There are ofcource more disasters than listed here, but I thought maybe some of you would like some 'refresjing' of this years events, so far...


2009 Disasters


January 2009 Disasters

•Jan. 9, Costa Rica: at least 20 are killed and thousands more are left homeless after a 6.2 magnitude earthquake strikes the verdant mountains of northern Costa Rica, setting off landslides.

•Jan. 12, Indonesia: more than 200 people are missing and feared dead when a 250-passenger ferry sinks off the coast of the Indonesian island of Sulawesi during a storm. A fishing boat finds and rescues 18 passengers and the captain floating in life rafts.

•Jan. 24, France and Spain: at least 15 people die and more than one million homes are left without power when winds of more than 100 mph swept across France and Spain during the most severe storm to hit the region since 1999.

•Jan. 26, Turkey: an avalanche slams into a group of 17 Turkish hikers on Mount Zigana, dragging them more than 1,640 ft and killing 10 of them.

•Jan. 27-28, Arkansas, Kentucky, Missouri, Ohio, Oklahoma, and Texas: at least 23 people die due to severe storms that covered roads and power lines with snow and ice. Schools close and more than a million homes are left without electricity.


This is just January, head on over to the site for the rest of the year !!

Adding:

Here is an Reuters article from November of 2007 atleast...

Disasters quadruple over last 20 years: Oxfam


LONDON (Reuters) - Weather-related disasters have quadrupled over the last two decades, a leading British charity said in a report published on Sunday.
From an average of 120 disasters a year in the early 1980s, there are now as many as 500, with Oxfam attributing the rise to unpredictable weather conditions cause by global warming.

"This year we have seen floods in South Asia, across the breadth of Africa and Mexico that have affected more than 250 million people," said Oxfam's director Barbara Stocking.

"This is no freak year.
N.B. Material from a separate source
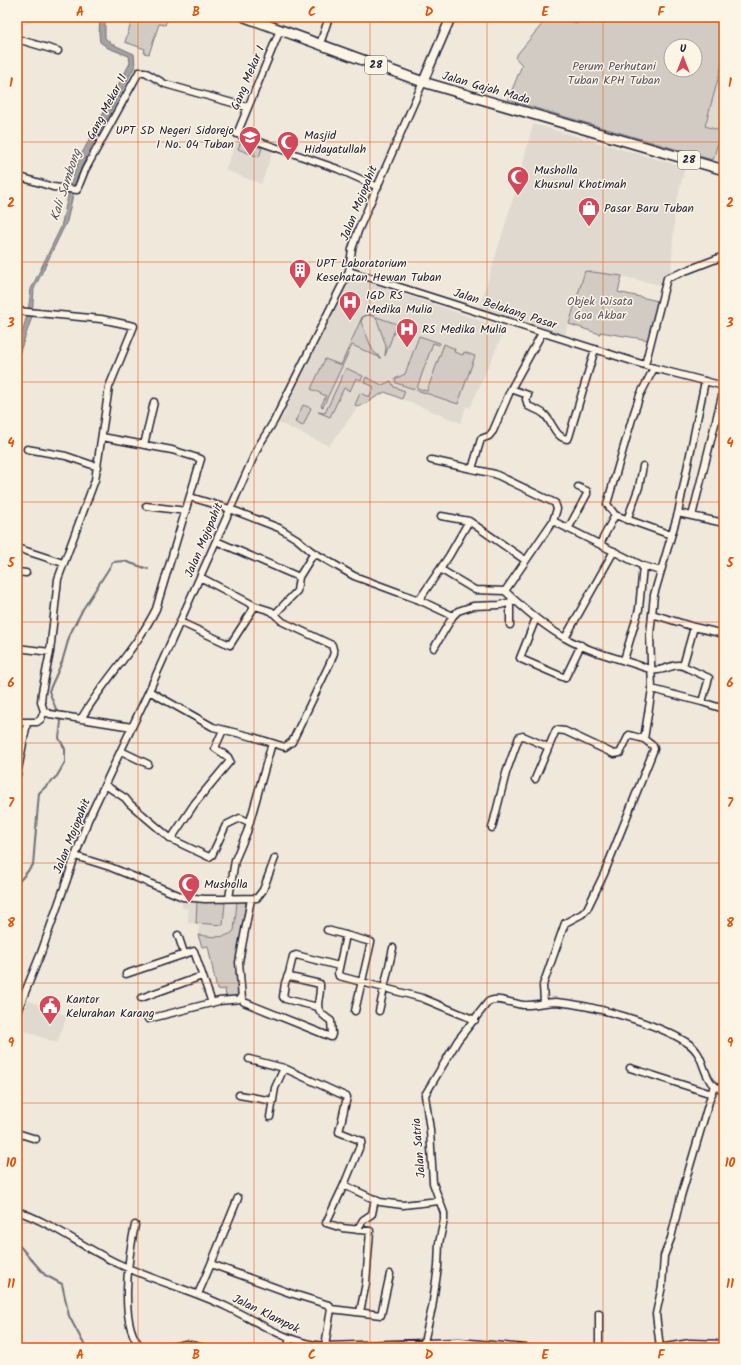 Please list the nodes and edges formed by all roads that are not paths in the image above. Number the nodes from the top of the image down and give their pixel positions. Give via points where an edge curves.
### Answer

It follows a pattern of more frequent, more erratic, more unpredictable and more extreme weather events that are affecting more people.

The number of people affected by disasters has risen by 68 percent, from an average of 174 million a year between 1985 to 1994 to 254 million a year between 1995 to 2004.

"Action is needed now to prepare for more disasters otherwise humanitarian assistance will be overwhelmed and recent advances in human development will go into reverse," Stocking said.

Oxfam wants the UN conference on Climate Change in Bali in December to agree a mandate to negotiate a global deal to provide assistance to developing countries to cope with the impacts of climate change and reduce green house gas emissions.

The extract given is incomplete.